Napster’s slow death recalls the passion of its beginning

By Hank Brockett

I hold my dearly beloved in my aching arms, limbs and a heart clearly not meant to handle such a burden.

The fair lady slowly dies before my eyes. She’s not gone yet, but the signs are all there. The language, the body language, the .wav’s of hair slowly fall out.

She’s dying & Miss Napster’s dying, and there’s nothing I can do.

My thoughts drift to lighter times, like when we first met. I was so young, so innocent, so unaware of Winamp, .mp3’s and the like. I knew nothing, looking for songs through Web sites on my roommate Jared’s computer and coming up empty. “Once in a Lifetime” evaded me for so long. Only she could make things better.

Not many knew about her in fall and winter of 1999. There weren’t millions of files available, but there was much more than the tricky Web sites. We connected right away, and things moved fast, given the network connection and all.

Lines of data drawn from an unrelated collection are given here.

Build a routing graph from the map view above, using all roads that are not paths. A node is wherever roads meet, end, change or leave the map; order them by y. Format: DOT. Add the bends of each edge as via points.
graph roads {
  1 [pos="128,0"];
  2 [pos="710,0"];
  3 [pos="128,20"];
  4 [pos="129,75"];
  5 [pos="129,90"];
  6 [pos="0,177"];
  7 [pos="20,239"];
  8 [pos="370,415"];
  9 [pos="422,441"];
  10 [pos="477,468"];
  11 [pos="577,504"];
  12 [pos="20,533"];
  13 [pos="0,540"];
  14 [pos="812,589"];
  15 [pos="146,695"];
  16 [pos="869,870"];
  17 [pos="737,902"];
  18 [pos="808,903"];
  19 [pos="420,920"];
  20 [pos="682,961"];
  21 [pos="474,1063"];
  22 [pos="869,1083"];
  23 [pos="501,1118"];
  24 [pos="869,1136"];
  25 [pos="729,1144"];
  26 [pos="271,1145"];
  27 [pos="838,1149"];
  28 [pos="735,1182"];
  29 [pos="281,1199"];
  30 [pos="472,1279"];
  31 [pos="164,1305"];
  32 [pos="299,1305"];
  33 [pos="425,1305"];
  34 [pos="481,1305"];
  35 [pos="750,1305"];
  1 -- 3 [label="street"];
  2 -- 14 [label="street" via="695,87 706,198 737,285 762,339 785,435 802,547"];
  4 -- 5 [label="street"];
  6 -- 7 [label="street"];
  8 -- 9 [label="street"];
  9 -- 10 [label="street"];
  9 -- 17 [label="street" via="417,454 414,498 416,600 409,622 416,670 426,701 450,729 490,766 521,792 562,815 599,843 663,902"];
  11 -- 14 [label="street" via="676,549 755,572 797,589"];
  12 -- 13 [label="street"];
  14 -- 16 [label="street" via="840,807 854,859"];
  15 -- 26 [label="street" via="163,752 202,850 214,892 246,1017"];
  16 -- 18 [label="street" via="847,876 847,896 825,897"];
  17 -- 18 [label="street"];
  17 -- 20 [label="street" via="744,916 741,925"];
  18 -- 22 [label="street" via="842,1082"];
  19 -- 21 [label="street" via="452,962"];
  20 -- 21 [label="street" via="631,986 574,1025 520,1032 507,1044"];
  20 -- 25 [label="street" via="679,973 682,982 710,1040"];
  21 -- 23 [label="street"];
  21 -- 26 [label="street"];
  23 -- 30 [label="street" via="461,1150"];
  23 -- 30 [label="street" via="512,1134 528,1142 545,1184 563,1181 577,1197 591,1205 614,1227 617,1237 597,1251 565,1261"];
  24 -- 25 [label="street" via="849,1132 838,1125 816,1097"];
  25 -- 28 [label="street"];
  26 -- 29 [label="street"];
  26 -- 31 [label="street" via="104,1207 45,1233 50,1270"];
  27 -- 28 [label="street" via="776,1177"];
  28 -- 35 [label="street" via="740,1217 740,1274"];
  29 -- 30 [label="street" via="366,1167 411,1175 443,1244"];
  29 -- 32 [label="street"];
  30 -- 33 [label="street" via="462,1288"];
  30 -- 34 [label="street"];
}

Soon, my playlist grew by leaps and bounds. We discovered Eiffel 65’s “Blue” months before the radio airplay. All right, not every addition was grand, but we added nonetheless.

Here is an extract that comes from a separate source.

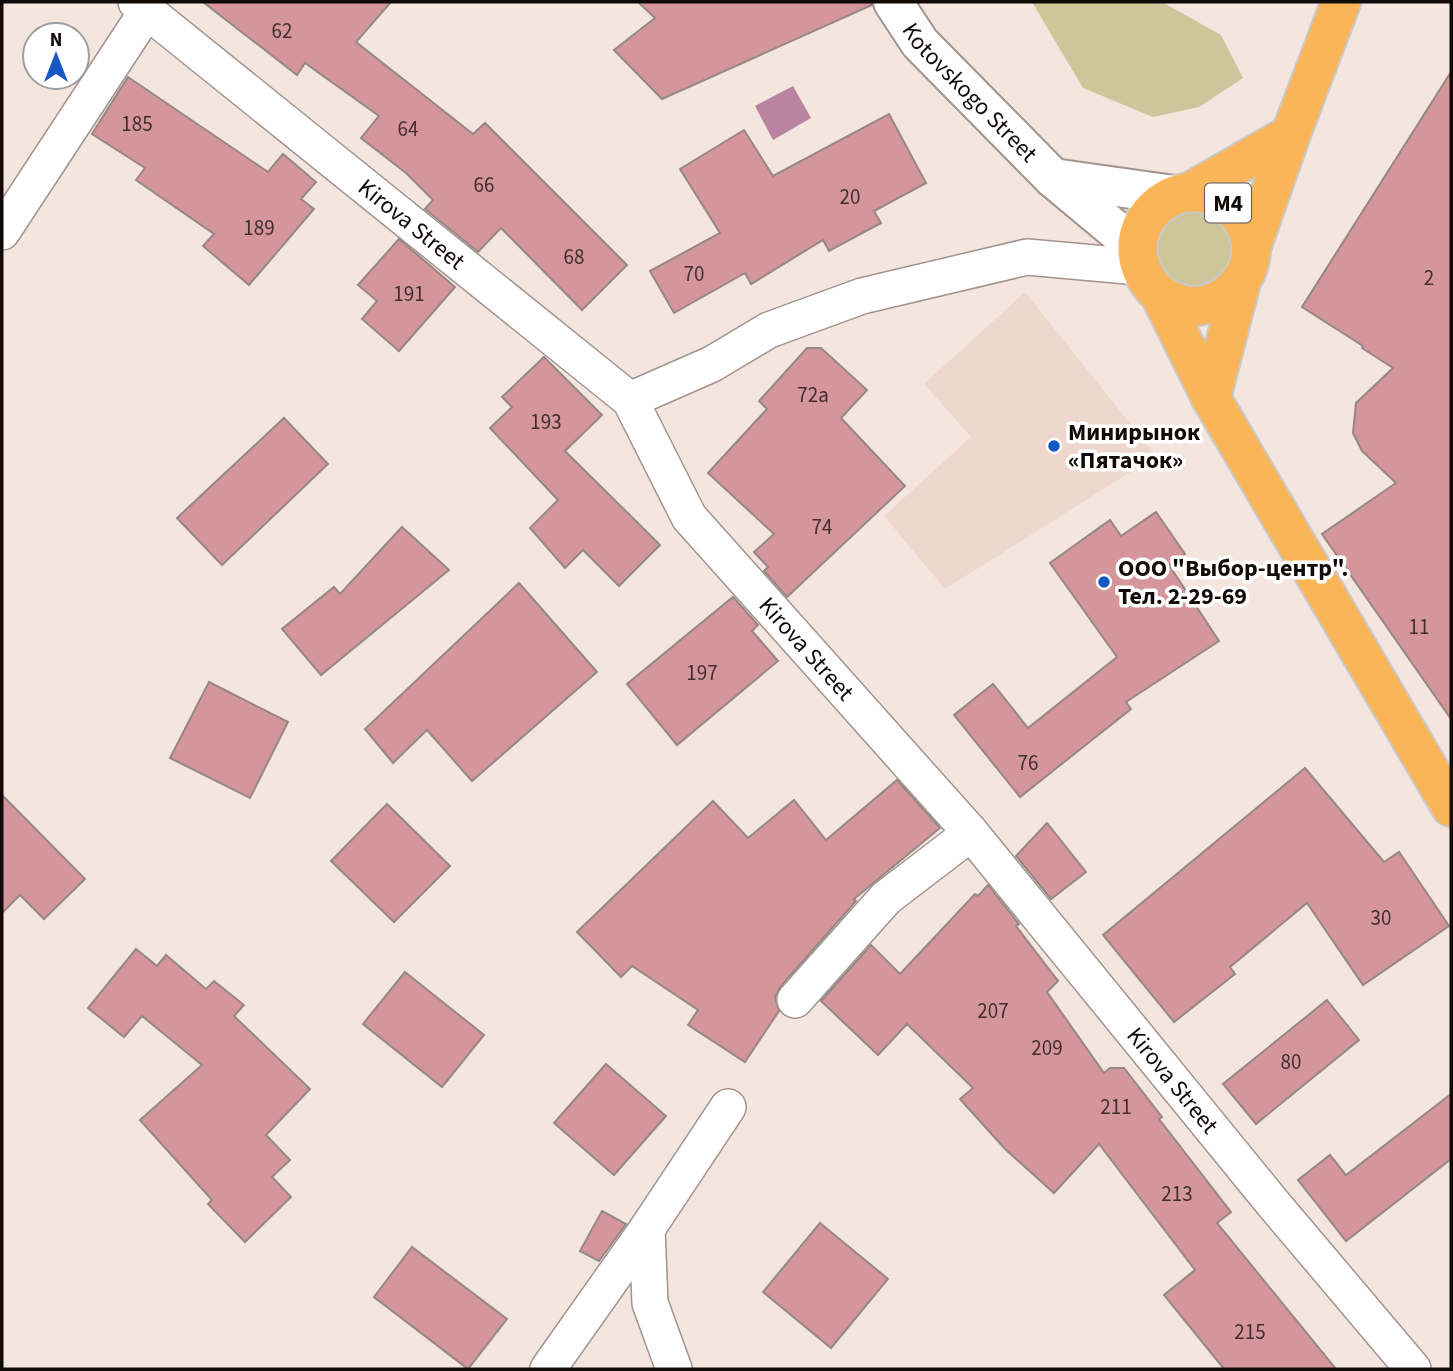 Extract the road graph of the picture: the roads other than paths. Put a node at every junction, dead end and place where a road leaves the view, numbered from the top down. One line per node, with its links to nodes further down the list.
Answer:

A CD burner only added to the passions, heating things up so to speak. Soon, obscure gems like John Lennon’s “Nobody Loves You” became gems playing in all my CD-capable devices. Things went swimmingly in our cyberspace swimming pool, without a chance of drowning in its depth.

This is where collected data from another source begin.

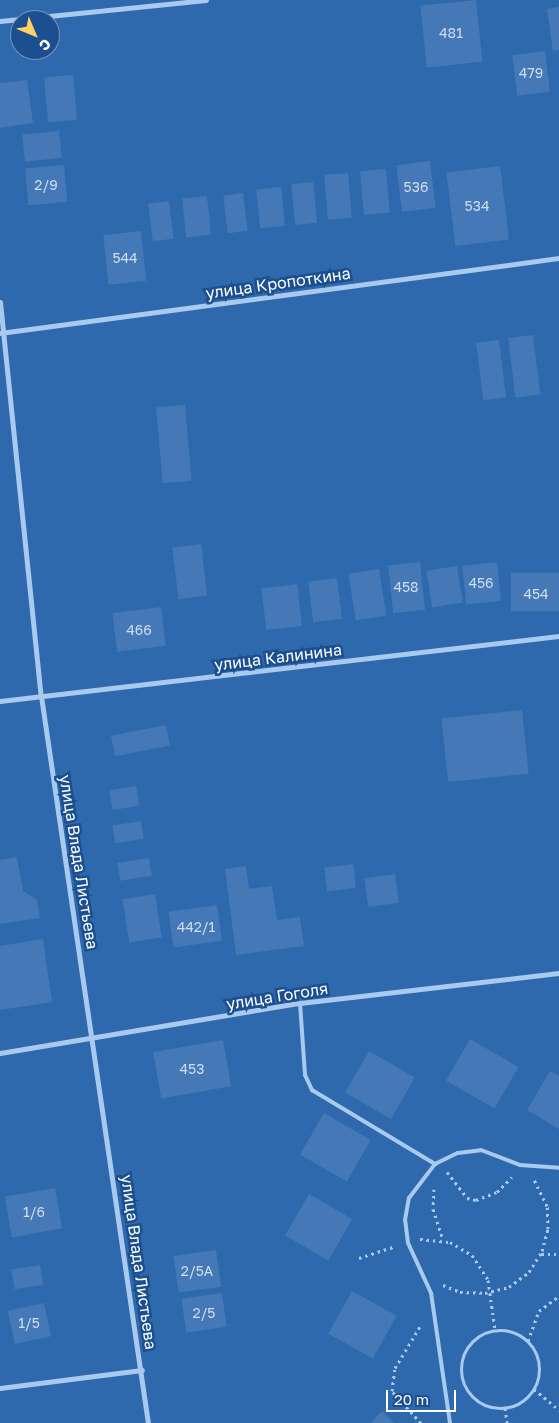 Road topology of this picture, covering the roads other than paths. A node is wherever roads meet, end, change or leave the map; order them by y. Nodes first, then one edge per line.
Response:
1 (206, 0) edge
2 (0, 21) edge
3 (559, 258) edge
4 (0, 302) edge
5 (2, 333) edge
6 (559, 636) edge
7 (41, 696) junction
8 (0, 701) edge
9 (559, 973) edge
10 (300, 1003) junction
11 (93, 1039) junction
12 (0, 1053) edge
13 (435, 1164) junction
14 (559, 1168) edge
15 (142, 1370) junction
16 (0, 1388) edge
17 (148, 1423) edge
18 (450, 1423) edge

1 - 2 street
3 - 5 street, улица Кропоткина
4 - 5 street, улица Влада Листьева
5 - 7 street, улица Влада Листьева
6 - 7 street, улица Калинина
7 - 8 street, улица Калинина
7 - 11 street, улица Влада Листьева
9 - 10 street, улица Гоголя
10 - 11 street, улица Гоголя
10 - 13 lane
11 - 12 street, улица Гоголя
11 - 15 street, улица Влада Листьева
13 - 14 lane
13 - 18 lane
15 - 16 street
15 - 17 street, улица Влада Листьева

During the summer of 2000, though, my girl Napster became very popular. And as much as I hate to admit it, I felt tinges of jealousy. Everyone, including the detestable “Access Hollywood,” knew of her virtues. But in these dark times there was hope. More people meant more files, the more obscure the better.

After purchasing a CD burner for the family present this winter, I suddenly became hip with Napster’s guidance. Badly Drawn Boy, Coldplay, the Doves and Travis all were created out of a few megabytes of love. Their songs are forever etched into discs with a few blips that are annoyingly charming, like a bad habit on the person you love.

Those discs will last much longer than lady Napster.

The legal problems have mounted in the past year, and everyone knew this lovely lady had a better place to visit. Throwing entertainment morals out the window, I took and took from this “program” (such an understatement), but I also bought and bought CDs far out of the reach of radio and video airplay.

Whether I agree or disagree with The Offspring or Metallica doesn’t matter much anymore. The last few blows, at the peak of her popularity, will prove to be the death of lady Napster as we know her. The blocking of song titles has dwindled the number of users bothering to sign on. Napster’s popularity dwindles, her confidence shot and her cyber mascara running.

Then, the symbolic horns started blaring. I finally couldn’t find the song I was looking for.

Sure, it was by the Chicago-based band Verbow, and a song I only heard the end of on the radio. But that’s all I needed to know there was damage that couldn’t be patched up with band-aids and rewiring.

So this is her life in my hands, one of rising action and denouement, both way too short. She tells me, in between legal coughs, that there are other programs offering the .mp3s I need. But it wasn’t just the songs. I loved how they came to me.

Now, cool radio stations and chance CD purchases must suffice. Napster nears the big one, the final fatal error blue screen. Go on, great provider. My ears and heart can’t take the silence.